[Homeroast] BBQ drum roasting

Charlie Herlihy zapcafe at yahoo.com
Sun May 30 21:54:39 CDT 2010

--- On Sun, 5/30/10, Justin Schwarz <houstini at comcast.net> wrote:

From: Justin Schwarz <houstini at comcast.net>
Subject: [Homeroast] BBQ drum roasting
To: "available at http://www.sweetmarias.com/maillistinfo.html A list to discuss home coffee roasting. There are rules for this list" <homeroast at lists.sweetmariascoffee.com>
Received: Sunday, May 30, 2010, 3:58 PM

I have always had heat tiles in my bbq, I used them when I had a perforated drum and they stayed in when I built the solid drum.  Today I took them out and put some shiny stainless steel below the burners to reflect some radiant heat upwards and close off the holes in the bottom of the grill.  I did 2 roasts today and I was able to get better response from the burners without those tiles in the way.  Much better profile control on the solid drum.  I just finished initial cupping and I am happy with where things are going now.

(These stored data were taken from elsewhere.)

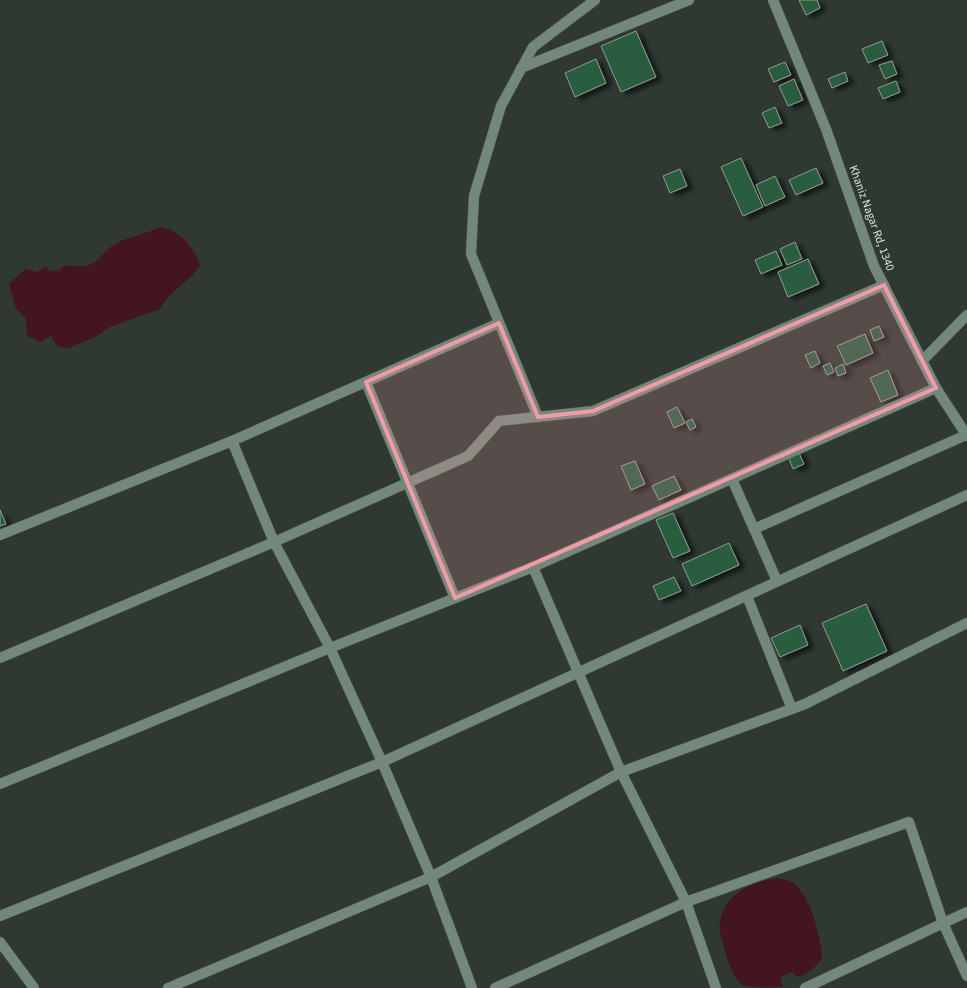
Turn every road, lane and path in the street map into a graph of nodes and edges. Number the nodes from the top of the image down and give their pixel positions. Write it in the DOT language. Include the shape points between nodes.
graph roads {
  1 [pos="595,0"];
  2 [pos="689,0"];
  3 [pos="773,0"];
  4 [pos="521,68"];
  5 [pos="884,285"];
  6 [pos="967,315"];
  7 [pos="499,323"];
  8 [pos="922,361"];
  9 [pos="366,382"];
  10 [pos="936,388"];
  11 [pos="538,417"];
  12 [pos="967,435"];
  13 [pos="232,441"];
  14 [pos="732,479"];
  15 [pos="409,482"];
  16 [pos="967,495"];
  17 [pos="754,529"];
  18 [pos="0,535"];
  19 [pos="274,542"];
  20 [pos="533,567"];
  21 [pos="777,582"];
  22 [pos="747,596"];
  23 [pos="456,598"];
  24 [pos="967,623"];
  25 [pos="330,648"];
  26 [pos="0,658"];
  27 [pos="578,673"];
  28 [pos="792,709"];
  29 [pos="382,762"];
  30 [pos="621,772"];
  31 [pos="0,784"];
  32 [pos="430,878"];
  33 [pos="686,902"];
  34 [pos="967,912"];
  35 [pos="0,916"];
  36 [pos="943,923"];
  37 [pos="0,942"];
  38 [pos="967,976"];
  39 [pos="34,988"];
  40 [pos="168,988"];
  41 [pos="472,988"];
  42 [pos="496,988"];
  43 [pos="716,988"];
  44 [pos="805,988"];
  1 -- 4 [label="street" via="532,47"];
  2 -- 4 [label="street"];
  3 -- 5 [label="street, Khaniz Nagar Rd, 1340" via="826,129 874,266"];
  4 -- 7 [label="street" via="501,106 474,196 471,254"];
  5 -- 8 [label="street, Khaniz Nagar Rd, 1340"];
  5 -- 11 [label="street" via="593,411"];
  6 -- 8 [label="street"];
  7 -- 9 [label="street"];
  7 -- 11 [label="street"];
  8 -- 10 [label="street, Khaniz Nagar Rd, 1340"];
  9 -- 13 [label="street"];
  9 -- 15 [label="street"];
  10 -- 12 [label="street, Khaniz Nagar Rd, 1340"];
  10 -- 14 [label="street"];
  11 -- 15 [label="street" via="499,421 468,456"];
  12 -- 17 [label="street"];
  13 -- 18 [label="street"];
  13 -- 19 [label="street"];
  14 -- 17 [label="street"];
  14 -- 20 [label="street"];
  15 -- 19 [label="street"];
  15 -- 23 [label="street"];
  16 -- 21 [label="street"];
  17 -- 21 [label="street"];
  19 -- 25 [label="street"];
  19 -- 26 [label="street"];
  20 -- 23 [label="street"];
  20 -- 27 [label="street"];
  21 -- 22 [label="street"];
  22 -- 27 [label="street"];
  22 -- 28 [label="street"];
  23 -- 25 [label="street"];
  24 -- 28 [label="street"];
  25 -- 29 [label="street"];
  25 -- 31 [label="street"];
  27 -- 29 [label="street"];
  27 -- 30 [label="street"];
  28 -- 30 [label="street"];
  29 -- 32 [label="street"];
  29 -- 35 [label="street"];
  30 -- 32 [label="street"];
  30 -- 33 [label="street"];
  32 -- 40 [label="street"];
  32 -- 41 [label="street"];
  33 -- 36 [label="street" via="909,822"];
  33 -- 42 [label="street"];
  33 -- 43 [label="street"];
  34 -- 36 [label="street"];
  36 -- 38 [label="street"];
  36 -- 44 [label="street"];
  37 -- 39 [label="street"];
}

 That's interesting, Justin. I have a SS plate above the burners to shield my RK drum from the direct flame. I also find the holes in the bottom of the grill handy for sweeping out the burnt chaff ash. In the dead of winter  I sometimes think about closing them off to retain more heat. If I was roasting small batches-a lb. or 2, I'd need to open the lid a lot to keep from over heating the roast, even with open bottom holes and a heat shield. No heat shield, or tiles between flame and  (perforated) drum and even my 6 lb. roasts would get scorched to some degree. I'll consider placing some stainless plate below the burners next winter.